Archive for April, 2014

Swinging Out of the Zone and Really Swinging Out of the Zone

A few years ago — unfortunately I don’t remember where — I remember seeing an article beginning with the premise that not all pitches out of the strike zone are alike. What we offer here on FanGraphs is O-Swing%, a rate of swings at pitches out of the PITCHf/x zone. Yet this groups all such swings and pitches together, and for a hitter, swinging at a pitch an inch outside is different from swinging at a pitch a foot outside. One might indicate a little better discipline than the other. The author decided to see if there were cases where O-Swing% was misleading, given the distribution of swings at balls. What he found was, no, it’s fine. Over full seasons, there’s no need to get more granular. But what about when you’re short of full seasons?

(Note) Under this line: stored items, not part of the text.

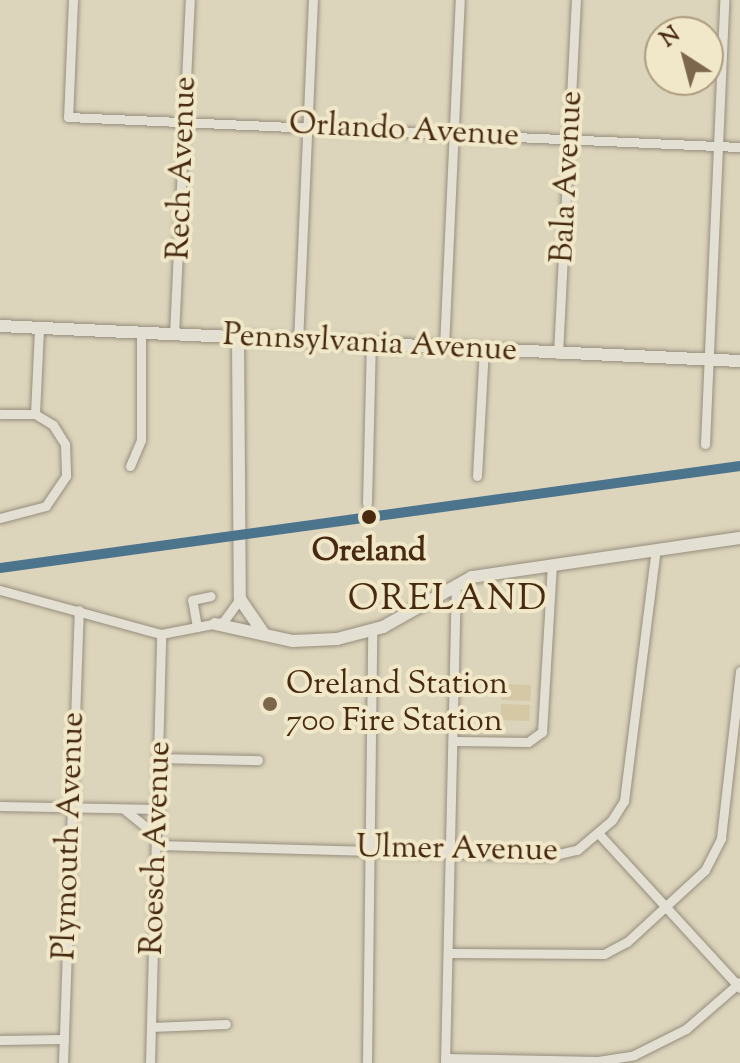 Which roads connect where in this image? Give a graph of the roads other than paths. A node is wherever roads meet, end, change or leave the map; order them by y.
1 (73, 0) edge
2 (190, 0) edge
3 (313, 0) edge
4 (460, 0) edge
5 (576, 0) edge
6 (724, 0) edge
7 (186, 120) junction
8 (307, 127) junction
9 (455, 134) junction
10 (572, 140) junction
11 (718, 146) junction
12 (740, 147) edge
13 (0, 326) edge
14 (39, 328) junction
15 (141, 333) junction
16 (174, 335) junction
17 (238, 338) junction
18 (298, 342) junction
19 (371, 344) junction
20 (444, 347) junction
21 (484, 348) junction
22 (558, 354) junction
23 (708, 359) junction
24 (740, 361) edge
25 (0, 414) edge
26 (35, 414) junction
27 (705, 444) dead end
28 (130, 466) dead end
29 (477, 476) dead end
30 (367, 503) dead end
31 (0, 518) edge
32 (740, 538) edge
33 (656, 549) junction
34 (552, 565) junction
35 (456, 584) junction
36 (0, 590) edge
37 (211, 596) dead end
38 (240, 599) junction
39 (79, 610) junction
40 (215, 624) junction
41 (197, 627) junction
42 (372, 632) junction
43 (161, 634) junction
44 (264, 634) junction
45 (740, 671) edge
46 (456, 741) junction
47 (160, 758) junction
48 (258, 760) dead end
49 (0, 806) edge
50 (69, 808) junction
51 (159, 809) junction
52 (125, 810) junction
53 (599, 834) junction
54 (158, 845) junction
55 (371, 850) junction
56 (452, 853) junction
57 (665, 907) junction
58 (449, 953) junction
59 (739, 985) edge
60 (226, 1024) dead end
61 (151, 1027) junction
62 (64, 1039) junction
63 (0, 1040) edge
64 (445, 1060) edge
65 (63, 1063) edge
66 (150, 1063) edge
67 (367, 1063) edge

1 - 7 street, Orlando Avenue
2 - 7 street, Rech Avenue
3 - 8 street
4 - 9 street
5 - 10 street, Bala Avenue
6 - 11 street
7 - 8 street, Orlando Avenue
7 - 16 street, Rech Avenue
8 - 9 street, Orlando Avenue
8 - 18 street
9 - 10 street, Orlando Avenue
9 - 20 street
10 - 11 street, Orlando Avenue
10 - 22 street, Bala Avenue
11 - 12 street, Orlando Avenue
11 - 23 street
13 - 14 street, Pennsylvania Avenue
14 - 15 street, Pennsylvania Avenue
14 - 26 street
15 - 16 street, Pennsylvania Avenue
15 - 28 street
16 - 17 street, Pennsylvania Avenue
17 - 18 street, Pennsylvania Avenue
17 - 38 street
18 - 19 street, Pennsylvania Avenue
19 - 20 street, Pennsylvania Avenue
19 - 30 street
20 - 21 street, Pennsylvania Avenue
21 - 22 street, Pennsylvania Avenue
21 - 29 street
22 - 23 street, Pennsylvania Avenue
23 - 24 street, Pennsylvania Avenue
23 - 27 street
25 - 26 street
26 - 31 street
32 - 33 street
33 - 34 street
33 - 53 street, Ulmer Avenue
34 - 35 street
34 - 46 street
35 - 42 street
35 - 46 street
36 - 39 street
37 - 41 street
38 - 40 street
38 - 44 street
39 - 43 street
39 - 50 street, Plymouth Avenue
40 - 41 street
40 - 44 street
41 - 43 street
42 - 44 street
42 - 55 street
43 - 47 street, Roesch Avenue
45 - 57 street
46 - 56 street
47 - 48 street
47 - 51 street, Roesch Avenue
49 - 50 street
50 - 52 street
50 - 62 street, Plymouth Avenue
51 - 52 street
51 - 54 street, Roesch Avenue
52 - 54 street
53 - 56 street, Ulmer Avenue
53 - 57 street
54 - 55 street, Ulmer Avenue
54 - 61 street, Roesch Avenue
55 - 56 street, Ulmer Avenue
55 - 67 street
56 - 58 street
57 - 58 street
57 - 59 street
58 - 64 street
59 - 64 street
60 - 61 street
61 - 66 street, Roesch Avenue
62 - 63 street
62 - 65 street, Plymouth Avenue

This little study was inspired by Jose Abreu, and a hunch. Abreu, right now, owns a 152 wRC+ in his first-ever exposure to the bigs, and his isolated slugging percentage is an impossible .369. He’s already been everything the White Sox could’ve dreamed of. Abreu also owns one of baseball’s higher O-Swing% rates, at 39%. He’s been fed a lot of pitches out of the zone, and he’s swung at a lot of pitches out of the zone, and that trait and success don’t always go hand in hand. What I wondered was: has Abreu been swinging at borderline balls, or has he really been fishing? He’s already demonstrated that he can drive pitches on any of the edges. His functional zone might just be bigger than the average zone. To what degree has his zone really expanded?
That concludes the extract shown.